Take every line containing "main" out of the records.

BEGIN EXERCISE INPUTS

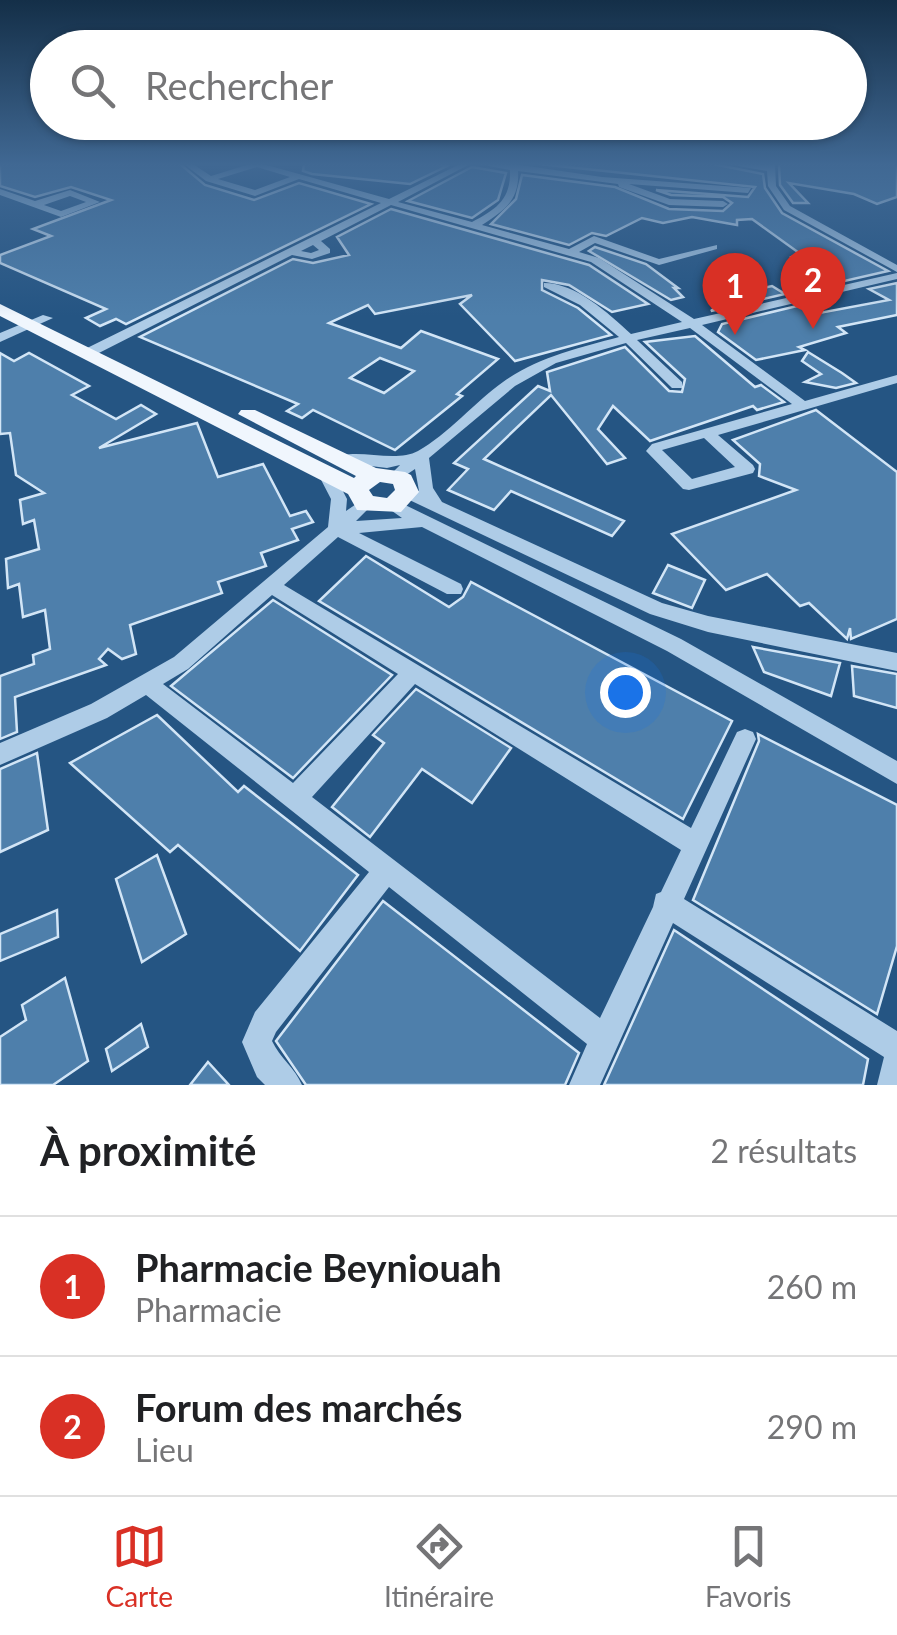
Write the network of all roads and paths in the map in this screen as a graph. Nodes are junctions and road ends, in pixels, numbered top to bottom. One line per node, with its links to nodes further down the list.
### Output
1 (364, 215): 16 (street)
2 (436, 215): 5 (street)
3 (493, 215): 5 (street)
4 (798, 215): 8 (street)
5 (475, 225): 7 (street)
6 (713, 247): 7 (street)
7 (572, 252): 13 (street)
8 (897, 272): 13 (street)
9 (548, 285): 15 (street)
10 (0, 295): 12 (main road)
11 (0, 310): 12 (main road)
12 (39, 321): 14 (street); 16 (main road)
13 (693, 324): 15 (street); 19 (street)
14 (0, 338)
15 (624, 339): 18 (street); 21 (street)
16 (96, 349): 22 (main road)
17 (897, 378): 19 (street)
18 (677, 386)
19 (802, 405): 20 (street)
20 (707, 433): 20 (street)
21 (421, 455): 22 (street); 23 (street); 24 (street)
22 (333, 466): 23 (main road); 25 (street)
23 (382, 490): 24 (street); 25 (street)
24 (431, 514): 25 (street); 28 (street)
25 (336, 529): 26 (street); 27 (street)
26 (273, 586): 30 (street); 31 (street)
27 (454, 589)
28 (612, 602): 29 (street); 34 (street)
29 (897, 662)
30 (411, 674): 35 (street); 36 (street)
31 (149, 684): 33 (street); 35 (street)
32 (745, 738): 36 (street)
33 (0, 754)
34 (897, 772)
35 (294, 799): 37 (street)
36 (693, 842): 38 (street)
37 (386, 870): 39 (street); 42 (street)
38 (666, 903): 39 (street); 40 (street)
39 (603, 1038): 43 (street)
40 (897, 1048)
41 (897, 1063): 44 (street)
42 (287, 1085)
43 (584, 1085)
44 (892, 1085)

END EXERCISE INPUTS

TASK OUTPUT:
10 (0, 295): 12 (main road)
11 (0, 310): 12 (main road)
12 (39, 321): 14 (street); 16 (main road)
16 (96, 349): 22 (main road)
22 (333, 466): 23 (main road); 25 (street)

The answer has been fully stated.